[Exercise] Scan the entries below and report only how many lines contain "SUDIRMAN".
━━━ Given data ━━━
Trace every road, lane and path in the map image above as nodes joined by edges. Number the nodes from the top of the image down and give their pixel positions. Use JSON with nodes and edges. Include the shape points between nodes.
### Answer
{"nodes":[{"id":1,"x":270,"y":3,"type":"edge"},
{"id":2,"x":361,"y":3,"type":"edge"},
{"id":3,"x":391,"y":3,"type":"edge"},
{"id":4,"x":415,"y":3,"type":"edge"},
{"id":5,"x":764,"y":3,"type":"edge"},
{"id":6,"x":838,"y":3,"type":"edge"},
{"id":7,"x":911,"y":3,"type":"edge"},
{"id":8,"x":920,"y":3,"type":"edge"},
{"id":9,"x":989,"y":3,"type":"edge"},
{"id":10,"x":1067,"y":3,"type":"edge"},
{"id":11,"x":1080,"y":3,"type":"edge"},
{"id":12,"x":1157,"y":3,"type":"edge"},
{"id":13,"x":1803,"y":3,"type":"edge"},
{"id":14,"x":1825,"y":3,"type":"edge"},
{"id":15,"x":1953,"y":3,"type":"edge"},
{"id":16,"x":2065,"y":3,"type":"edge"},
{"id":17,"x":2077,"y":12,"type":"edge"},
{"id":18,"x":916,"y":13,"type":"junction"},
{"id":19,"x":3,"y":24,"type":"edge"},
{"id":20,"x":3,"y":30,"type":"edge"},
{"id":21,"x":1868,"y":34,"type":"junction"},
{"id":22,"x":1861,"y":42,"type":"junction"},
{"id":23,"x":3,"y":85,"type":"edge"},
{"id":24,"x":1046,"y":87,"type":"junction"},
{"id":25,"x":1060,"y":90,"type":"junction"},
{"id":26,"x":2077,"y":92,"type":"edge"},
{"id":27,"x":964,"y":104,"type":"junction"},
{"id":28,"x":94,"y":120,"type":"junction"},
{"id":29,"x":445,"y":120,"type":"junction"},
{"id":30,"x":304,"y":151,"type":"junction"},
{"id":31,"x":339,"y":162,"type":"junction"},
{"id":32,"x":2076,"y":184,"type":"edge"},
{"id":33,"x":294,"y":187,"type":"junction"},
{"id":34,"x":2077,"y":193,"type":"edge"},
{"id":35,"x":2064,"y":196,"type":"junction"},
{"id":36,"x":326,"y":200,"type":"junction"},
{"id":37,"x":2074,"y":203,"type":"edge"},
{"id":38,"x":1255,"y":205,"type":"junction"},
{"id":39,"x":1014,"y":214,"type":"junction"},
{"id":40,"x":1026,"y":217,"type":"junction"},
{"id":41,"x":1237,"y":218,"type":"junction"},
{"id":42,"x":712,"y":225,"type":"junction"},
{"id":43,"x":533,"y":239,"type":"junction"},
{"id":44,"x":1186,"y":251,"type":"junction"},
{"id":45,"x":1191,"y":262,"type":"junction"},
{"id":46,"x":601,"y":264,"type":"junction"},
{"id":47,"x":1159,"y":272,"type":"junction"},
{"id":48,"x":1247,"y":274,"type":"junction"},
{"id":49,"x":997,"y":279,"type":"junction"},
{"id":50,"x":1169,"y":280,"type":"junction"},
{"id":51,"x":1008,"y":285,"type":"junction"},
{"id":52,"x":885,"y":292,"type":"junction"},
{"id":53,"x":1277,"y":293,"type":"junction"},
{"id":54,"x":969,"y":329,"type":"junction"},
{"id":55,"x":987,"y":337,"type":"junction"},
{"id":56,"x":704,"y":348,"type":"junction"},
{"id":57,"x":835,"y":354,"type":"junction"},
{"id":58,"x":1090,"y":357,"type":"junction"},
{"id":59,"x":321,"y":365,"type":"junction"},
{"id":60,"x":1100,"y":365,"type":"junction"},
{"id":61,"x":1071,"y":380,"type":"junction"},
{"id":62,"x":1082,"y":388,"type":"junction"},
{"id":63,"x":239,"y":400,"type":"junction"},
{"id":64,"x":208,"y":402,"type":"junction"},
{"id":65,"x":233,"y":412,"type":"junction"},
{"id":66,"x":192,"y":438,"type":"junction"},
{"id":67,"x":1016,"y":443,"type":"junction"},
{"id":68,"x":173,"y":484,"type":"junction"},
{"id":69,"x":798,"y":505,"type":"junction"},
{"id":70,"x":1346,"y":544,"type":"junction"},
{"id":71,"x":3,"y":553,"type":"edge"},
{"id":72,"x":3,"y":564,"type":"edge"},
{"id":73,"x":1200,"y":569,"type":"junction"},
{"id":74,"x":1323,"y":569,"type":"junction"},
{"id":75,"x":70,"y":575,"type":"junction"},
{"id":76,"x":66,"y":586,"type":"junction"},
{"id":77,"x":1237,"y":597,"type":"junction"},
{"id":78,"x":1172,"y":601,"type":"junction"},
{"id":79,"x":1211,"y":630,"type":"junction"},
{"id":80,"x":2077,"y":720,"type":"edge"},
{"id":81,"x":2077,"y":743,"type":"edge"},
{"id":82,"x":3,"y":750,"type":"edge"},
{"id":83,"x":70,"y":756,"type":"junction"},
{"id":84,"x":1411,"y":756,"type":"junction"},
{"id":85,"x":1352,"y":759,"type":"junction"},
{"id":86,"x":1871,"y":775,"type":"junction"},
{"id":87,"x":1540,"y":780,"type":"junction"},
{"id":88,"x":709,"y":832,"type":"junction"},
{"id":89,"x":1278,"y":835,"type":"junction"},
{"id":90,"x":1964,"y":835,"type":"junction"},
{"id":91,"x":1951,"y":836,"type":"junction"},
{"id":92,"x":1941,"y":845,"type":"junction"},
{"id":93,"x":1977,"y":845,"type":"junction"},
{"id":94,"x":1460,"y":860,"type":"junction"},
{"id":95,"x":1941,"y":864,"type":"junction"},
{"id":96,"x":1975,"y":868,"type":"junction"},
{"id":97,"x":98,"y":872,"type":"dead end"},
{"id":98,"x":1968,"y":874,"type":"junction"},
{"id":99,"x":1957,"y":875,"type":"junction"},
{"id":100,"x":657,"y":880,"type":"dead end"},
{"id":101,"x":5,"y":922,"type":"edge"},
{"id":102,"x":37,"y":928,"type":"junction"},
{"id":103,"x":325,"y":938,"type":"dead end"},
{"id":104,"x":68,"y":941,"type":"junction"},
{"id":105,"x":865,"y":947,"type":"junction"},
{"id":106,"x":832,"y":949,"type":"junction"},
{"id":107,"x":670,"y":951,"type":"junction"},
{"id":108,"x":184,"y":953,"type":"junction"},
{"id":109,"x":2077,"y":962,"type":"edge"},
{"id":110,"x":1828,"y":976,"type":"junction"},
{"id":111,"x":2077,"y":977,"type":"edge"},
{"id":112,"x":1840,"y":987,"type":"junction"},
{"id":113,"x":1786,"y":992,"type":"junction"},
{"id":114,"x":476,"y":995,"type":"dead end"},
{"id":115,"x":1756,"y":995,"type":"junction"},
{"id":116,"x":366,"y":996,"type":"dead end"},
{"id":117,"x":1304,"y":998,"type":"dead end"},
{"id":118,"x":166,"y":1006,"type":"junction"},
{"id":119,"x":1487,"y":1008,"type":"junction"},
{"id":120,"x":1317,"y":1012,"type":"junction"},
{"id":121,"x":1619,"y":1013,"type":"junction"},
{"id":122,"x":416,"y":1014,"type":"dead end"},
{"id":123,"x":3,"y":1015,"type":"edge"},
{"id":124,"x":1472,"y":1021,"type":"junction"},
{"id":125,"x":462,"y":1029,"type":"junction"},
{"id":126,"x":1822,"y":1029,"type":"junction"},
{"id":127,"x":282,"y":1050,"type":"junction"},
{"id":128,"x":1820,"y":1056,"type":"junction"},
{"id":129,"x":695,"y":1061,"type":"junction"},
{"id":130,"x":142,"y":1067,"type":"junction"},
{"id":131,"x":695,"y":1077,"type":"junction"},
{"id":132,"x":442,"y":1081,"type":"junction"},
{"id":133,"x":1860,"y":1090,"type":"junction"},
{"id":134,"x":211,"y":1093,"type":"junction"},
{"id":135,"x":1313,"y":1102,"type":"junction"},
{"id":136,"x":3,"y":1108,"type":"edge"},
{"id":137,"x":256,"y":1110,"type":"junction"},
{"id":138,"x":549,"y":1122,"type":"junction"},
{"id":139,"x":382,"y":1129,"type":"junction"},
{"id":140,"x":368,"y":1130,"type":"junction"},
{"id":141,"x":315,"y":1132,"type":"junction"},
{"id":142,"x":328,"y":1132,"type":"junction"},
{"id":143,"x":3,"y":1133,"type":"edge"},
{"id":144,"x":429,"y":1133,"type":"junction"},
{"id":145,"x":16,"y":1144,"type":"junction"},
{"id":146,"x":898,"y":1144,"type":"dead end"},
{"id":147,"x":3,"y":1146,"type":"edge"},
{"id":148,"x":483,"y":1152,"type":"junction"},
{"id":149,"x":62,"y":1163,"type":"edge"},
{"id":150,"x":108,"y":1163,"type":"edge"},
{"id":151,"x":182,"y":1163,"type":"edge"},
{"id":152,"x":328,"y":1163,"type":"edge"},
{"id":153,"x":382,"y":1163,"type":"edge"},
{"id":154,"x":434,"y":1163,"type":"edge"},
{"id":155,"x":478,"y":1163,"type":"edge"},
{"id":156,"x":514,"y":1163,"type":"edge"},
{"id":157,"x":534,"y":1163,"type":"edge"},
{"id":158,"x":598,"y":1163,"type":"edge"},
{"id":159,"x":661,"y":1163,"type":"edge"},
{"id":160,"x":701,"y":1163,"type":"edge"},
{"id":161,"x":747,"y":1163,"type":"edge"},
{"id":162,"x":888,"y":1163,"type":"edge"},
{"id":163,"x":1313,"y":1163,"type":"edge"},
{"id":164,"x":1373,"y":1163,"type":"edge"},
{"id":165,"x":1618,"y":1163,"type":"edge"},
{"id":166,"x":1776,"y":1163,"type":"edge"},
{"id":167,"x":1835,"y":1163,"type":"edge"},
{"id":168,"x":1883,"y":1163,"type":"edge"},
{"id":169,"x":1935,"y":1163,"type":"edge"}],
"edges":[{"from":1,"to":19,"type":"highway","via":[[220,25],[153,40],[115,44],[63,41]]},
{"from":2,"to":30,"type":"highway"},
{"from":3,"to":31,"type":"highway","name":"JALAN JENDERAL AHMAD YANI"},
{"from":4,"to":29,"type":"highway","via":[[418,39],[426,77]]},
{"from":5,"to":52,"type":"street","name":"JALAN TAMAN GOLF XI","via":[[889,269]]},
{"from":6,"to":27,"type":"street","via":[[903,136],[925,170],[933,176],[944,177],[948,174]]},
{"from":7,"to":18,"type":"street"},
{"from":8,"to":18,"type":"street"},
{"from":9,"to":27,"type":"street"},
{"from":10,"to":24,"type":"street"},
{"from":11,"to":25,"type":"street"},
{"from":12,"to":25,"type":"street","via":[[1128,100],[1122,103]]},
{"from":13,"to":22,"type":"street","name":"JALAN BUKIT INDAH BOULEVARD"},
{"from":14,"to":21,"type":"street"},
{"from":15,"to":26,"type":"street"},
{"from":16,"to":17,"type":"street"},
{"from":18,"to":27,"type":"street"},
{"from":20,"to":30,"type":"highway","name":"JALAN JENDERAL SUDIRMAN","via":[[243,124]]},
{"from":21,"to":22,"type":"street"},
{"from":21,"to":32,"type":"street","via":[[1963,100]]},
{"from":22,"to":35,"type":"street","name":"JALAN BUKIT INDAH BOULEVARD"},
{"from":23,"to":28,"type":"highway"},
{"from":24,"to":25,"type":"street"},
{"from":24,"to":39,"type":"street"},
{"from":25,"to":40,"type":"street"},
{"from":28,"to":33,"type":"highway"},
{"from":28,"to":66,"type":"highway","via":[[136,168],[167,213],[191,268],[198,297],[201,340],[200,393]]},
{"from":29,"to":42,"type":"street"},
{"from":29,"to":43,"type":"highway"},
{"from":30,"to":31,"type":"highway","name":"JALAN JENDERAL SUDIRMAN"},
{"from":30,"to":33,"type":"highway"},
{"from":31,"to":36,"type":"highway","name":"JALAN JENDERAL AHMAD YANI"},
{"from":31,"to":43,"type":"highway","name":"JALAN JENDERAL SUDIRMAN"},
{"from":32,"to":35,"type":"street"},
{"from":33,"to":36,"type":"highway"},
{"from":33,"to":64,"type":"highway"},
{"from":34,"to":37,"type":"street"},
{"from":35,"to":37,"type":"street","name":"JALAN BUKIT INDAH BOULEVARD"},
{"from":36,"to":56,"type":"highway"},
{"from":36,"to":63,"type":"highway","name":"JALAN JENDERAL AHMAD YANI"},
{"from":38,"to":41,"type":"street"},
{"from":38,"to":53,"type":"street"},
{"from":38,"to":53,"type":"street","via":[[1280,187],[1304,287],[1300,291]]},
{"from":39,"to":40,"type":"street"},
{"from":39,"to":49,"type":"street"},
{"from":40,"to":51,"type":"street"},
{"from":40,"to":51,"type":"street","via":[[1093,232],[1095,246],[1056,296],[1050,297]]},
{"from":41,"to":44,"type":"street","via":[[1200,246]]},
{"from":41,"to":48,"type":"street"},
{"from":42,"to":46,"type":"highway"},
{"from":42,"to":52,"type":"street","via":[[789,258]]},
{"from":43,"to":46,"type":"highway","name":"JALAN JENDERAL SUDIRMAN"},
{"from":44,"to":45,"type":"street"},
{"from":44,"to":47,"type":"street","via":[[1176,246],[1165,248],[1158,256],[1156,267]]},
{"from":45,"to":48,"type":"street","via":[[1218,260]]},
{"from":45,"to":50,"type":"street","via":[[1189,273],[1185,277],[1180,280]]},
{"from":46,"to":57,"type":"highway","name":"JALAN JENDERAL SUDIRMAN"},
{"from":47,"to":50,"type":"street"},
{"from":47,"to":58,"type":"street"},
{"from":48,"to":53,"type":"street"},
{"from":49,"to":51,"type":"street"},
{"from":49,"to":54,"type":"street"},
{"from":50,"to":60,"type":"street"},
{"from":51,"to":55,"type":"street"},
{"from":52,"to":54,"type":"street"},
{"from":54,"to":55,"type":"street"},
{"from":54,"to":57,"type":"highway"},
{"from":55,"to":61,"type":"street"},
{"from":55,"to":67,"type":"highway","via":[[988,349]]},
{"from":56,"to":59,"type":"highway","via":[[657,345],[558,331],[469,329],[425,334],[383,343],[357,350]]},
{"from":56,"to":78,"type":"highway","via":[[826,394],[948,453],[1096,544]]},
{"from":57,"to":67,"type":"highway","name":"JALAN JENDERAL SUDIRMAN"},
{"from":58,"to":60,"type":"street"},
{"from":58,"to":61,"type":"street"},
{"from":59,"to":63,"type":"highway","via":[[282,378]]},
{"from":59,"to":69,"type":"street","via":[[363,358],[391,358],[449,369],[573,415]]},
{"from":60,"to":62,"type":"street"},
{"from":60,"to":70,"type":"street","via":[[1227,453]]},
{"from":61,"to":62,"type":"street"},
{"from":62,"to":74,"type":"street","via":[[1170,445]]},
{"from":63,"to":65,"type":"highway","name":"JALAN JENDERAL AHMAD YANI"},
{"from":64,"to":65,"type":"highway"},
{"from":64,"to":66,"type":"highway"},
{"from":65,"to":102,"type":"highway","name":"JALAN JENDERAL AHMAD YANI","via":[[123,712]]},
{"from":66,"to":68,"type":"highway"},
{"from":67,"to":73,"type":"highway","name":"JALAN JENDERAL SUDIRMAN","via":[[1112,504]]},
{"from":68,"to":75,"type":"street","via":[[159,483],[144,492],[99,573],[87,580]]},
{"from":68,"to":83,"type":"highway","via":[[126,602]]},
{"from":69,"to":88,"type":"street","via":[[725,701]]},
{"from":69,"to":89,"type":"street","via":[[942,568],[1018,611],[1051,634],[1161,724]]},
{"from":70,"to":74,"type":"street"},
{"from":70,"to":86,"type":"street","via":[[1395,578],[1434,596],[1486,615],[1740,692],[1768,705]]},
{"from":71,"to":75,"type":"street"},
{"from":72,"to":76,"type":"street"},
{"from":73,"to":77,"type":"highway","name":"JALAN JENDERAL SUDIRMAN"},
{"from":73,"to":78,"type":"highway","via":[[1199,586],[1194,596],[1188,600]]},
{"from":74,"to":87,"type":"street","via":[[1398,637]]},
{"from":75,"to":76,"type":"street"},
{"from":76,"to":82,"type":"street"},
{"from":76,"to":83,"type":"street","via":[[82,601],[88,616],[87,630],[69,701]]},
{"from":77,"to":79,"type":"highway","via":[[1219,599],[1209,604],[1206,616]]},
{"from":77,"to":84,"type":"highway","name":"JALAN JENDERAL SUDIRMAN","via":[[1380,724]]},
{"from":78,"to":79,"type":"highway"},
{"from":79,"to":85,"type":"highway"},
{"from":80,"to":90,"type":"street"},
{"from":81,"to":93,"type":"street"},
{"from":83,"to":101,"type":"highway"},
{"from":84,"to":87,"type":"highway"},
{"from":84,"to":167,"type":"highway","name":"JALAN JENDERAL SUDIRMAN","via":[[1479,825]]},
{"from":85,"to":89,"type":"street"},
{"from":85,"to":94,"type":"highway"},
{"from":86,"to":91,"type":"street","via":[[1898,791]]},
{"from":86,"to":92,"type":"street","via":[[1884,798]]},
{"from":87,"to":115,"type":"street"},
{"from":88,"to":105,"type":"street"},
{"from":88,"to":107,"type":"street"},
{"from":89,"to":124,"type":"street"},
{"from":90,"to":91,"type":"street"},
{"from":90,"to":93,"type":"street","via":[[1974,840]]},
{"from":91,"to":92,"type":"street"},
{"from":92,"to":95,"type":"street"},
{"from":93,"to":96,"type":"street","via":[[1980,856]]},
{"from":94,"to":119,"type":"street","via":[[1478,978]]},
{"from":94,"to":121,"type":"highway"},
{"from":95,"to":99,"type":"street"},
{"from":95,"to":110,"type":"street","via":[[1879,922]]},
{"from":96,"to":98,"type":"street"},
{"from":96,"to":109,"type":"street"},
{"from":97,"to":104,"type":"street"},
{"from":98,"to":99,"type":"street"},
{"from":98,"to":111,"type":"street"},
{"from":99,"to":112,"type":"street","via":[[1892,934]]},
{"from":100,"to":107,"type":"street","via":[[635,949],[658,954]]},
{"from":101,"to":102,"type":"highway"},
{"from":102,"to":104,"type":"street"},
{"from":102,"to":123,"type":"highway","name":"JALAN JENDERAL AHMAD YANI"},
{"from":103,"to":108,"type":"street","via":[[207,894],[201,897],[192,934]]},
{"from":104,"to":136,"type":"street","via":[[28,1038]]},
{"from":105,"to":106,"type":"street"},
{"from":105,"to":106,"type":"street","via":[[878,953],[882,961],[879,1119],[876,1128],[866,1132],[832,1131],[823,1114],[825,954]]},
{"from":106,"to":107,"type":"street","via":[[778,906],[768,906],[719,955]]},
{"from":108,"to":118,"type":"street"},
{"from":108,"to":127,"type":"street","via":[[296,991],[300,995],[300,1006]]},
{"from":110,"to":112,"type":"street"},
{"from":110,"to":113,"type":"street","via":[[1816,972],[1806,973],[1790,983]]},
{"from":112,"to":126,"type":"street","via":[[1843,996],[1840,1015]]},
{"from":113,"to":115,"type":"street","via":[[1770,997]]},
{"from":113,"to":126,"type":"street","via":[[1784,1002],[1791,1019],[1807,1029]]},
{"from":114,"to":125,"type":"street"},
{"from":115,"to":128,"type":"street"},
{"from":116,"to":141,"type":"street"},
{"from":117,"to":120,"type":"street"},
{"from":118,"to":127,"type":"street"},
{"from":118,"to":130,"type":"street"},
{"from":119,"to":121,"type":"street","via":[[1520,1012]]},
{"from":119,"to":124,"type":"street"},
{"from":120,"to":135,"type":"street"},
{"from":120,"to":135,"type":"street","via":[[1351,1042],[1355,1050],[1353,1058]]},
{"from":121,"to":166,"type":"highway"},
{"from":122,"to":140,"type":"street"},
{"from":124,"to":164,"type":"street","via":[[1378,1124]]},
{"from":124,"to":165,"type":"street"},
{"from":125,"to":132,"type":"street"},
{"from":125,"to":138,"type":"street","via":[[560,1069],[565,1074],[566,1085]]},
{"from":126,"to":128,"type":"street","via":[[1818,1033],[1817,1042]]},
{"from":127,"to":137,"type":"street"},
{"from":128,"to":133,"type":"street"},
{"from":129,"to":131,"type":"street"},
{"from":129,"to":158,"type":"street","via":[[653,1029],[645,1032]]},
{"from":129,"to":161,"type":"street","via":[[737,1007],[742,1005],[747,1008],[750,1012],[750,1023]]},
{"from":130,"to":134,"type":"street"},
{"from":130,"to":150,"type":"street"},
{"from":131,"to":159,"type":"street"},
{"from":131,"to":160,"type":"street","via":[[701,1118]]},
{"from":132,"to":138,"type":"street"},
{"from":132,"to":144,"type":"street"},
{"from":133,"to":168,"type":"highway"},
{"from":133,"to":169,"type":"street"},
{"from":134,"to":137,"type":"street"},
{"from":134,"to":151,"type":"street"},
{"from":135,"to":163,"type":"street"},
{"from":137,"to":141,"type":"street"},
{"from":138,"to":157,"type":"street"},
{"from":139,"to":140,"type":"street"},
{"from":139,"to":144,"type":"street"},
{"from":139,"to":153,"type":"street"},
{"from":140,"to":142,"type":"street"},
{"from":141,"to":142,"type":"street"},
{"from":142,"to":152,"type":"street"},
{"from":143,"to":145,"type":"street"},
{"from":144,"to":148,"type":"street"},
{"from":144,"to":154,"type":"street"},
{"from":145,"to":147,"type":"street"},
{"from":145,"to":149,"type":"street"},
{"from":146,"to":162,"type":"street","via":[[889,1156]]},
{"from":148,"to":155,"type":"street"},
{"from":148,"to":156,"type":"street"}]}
━━━
[Answer for this exercise] 10